So far, the midterms look to be a good year for Republicans in Congressional elections, which have caught most of the media attention. However, as Eric Ostermeier argues at Smart Politics, it looks as though the Republican Governors Association may have a banner year for new membership as well. The University of Minnesota scholar believes that the GOP may win more elections on this level than any time in the past 90 years:
As Democrats brace for a Republican pullback in the 2010 election cycle, the question on the minds of officeholders, party leaders, and D.C prognosticators is not whether the GOP will gain seats in the midterm elections across state and federal legislative and executive offices, but how many.
While the Republican Revolution of 1994 is perhaps most remembered for the tremendous gains the GOP made to take back the U.S. House (+54 seats), Republicans also won 24 of 36 gubernatorial races that year.
But in light of the current political environment and the latest horserace polls, political reporters may need to come up with a new term in 2010 that is even more grandiose than ‘revolution’ to describe the Republican advantage this November.
A Smart Politics analysis of nearly 1,800 gubernatorial elections since the beginning of the 20th Century finds that Republicans are poised to win more gubernatorial seats in 2010 than they have in any election cycle over the past 90 years.

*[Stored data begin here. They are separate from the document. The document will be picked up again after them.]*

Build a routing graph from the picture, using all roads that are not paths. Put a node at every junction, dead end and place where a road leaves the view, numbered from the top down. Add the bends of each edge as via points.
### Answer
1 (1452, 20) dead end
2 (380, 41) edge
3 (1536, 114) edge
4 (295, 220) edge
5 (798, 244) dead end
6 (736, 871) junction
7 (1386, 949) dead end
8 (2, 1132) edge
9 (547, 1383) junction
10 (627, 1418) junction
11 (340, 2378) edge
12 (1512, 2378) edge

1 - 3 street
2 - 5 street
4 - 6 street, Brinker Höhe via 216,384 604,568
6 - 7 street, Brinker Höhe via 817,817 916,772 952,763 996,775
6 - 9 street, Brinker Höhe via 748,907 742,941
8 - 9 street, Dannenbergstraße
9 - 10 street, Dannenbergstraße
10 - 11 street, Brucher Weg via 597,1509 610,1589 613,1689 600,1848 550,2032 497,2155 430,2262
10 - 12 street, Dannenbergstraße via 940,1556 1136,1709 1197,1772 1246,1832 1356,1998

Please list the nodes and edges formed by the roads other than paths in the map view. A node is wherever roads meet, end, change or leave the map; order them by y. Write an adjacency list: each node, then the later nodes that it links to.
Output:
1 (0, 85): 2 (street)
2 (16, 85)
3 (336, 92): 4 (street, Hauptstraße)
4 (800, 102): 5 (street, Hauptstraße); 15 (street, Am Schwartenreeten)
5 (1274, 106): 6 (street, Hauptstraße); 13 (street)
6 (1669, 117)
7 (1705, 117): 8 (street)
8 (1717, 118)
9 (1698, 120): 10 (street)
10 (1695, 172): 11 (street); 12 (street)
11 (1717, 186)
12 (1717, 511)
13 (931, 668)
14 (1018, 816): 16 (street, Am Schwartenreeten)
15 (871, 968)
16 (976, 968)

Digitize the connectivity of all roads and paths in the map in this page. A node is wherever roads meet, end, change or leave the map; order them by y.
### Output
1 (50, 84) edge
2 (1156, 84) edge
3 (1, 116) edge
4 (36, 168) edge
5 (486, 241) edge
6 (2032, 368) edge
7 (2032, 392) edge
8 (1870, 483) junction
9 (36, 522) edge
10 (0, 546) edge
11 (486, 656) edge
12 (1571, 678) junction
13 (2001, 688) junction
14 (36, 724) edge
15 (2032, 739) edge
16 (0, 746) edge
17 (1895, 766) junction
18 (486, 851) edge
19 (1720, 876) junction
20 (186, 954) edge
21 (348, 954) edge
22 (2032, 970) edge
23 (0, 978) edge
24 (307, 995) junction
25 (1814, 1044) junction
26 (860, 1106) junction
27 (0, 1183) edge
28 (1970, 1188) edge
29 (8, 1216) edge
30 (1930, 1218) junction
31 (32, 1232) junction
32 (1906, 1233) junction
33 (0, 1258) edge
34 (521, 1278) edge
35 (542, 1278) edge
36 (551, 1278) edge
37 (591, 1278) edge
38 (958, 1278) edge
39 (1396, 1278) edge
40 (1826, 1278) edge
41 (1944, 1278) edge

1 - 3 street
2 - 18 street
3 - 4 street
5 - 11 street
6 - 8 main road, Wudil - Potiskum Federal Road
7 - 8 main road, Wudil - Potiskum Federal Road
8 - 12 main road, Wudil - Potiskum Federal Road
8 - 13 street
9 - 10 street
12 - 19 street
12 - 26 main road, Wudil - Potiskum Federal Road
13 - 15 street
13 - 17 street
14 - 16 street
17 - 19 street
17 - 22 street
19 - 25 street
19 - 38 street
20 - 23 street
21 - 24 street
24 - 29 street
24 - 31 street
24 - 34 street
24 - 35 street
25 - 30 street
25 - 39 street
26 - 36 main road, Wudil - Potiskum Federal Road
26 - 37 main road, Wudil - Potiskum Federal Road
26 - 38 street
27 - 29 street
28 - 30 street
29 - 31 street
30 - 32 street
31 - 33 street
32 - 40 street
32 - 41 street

How many does Ostermeier believe the GOP can capture? Thirty-seven states will elect new chief executives, and current polling shows Republicans leading in 28 of them. Democrats only lead in seven. Larry Sabato sees much the same, with 19 states in the leaning or safely Republican column, compared to only five in those positions for Democrats. Ostermeier notes that Republicans lead the polling in nine of Sabato’s twelve tossups:
Of the 12 remaining ‘toss-up’ states, Republicans lead in the most recent horserace polls for nine of them: Illinois (+11, Rasmussen, June 7), Ohio (+7, Rasmussen, June 29), Maine (+7, Rasmussen, June 10), Vermont (+7, Rasmussen, June 17), Georgia (+4, Rasmussen, May 20), Colorado (+4, SurveyUSA, June 15-17), Connecticut (+2, Rasmussen, June 1), New Mexico (+2, Rasmussen, June 3), and Oregon (+2, Rasmussen, June 17).
Republicans would only have to win half of these 12 toss-up states, coupled with the 19 states in which they are favored, for their best showing since 1920.
The GOP had its best statistical decade in gubernatorial elections a century ago, when they won 60% of those contests. Last decade, they lost more than they won, with a success rate of 47.9%, following a decade with a 54% success rate.
Why is this important on a national scale? Next year, state legislatures will begin drafting redistricting plans in accordance with new Census data from this year. Republican governors can ensure that Democratic legislatures don’t gerrymander the GOP out of competitiveness in key states. Winning the midterms in Congress is critical to stopping the Obama agenda; winning the redistricting battles will mean that Democrats can’t stack the deck in 2012 to get it restarted.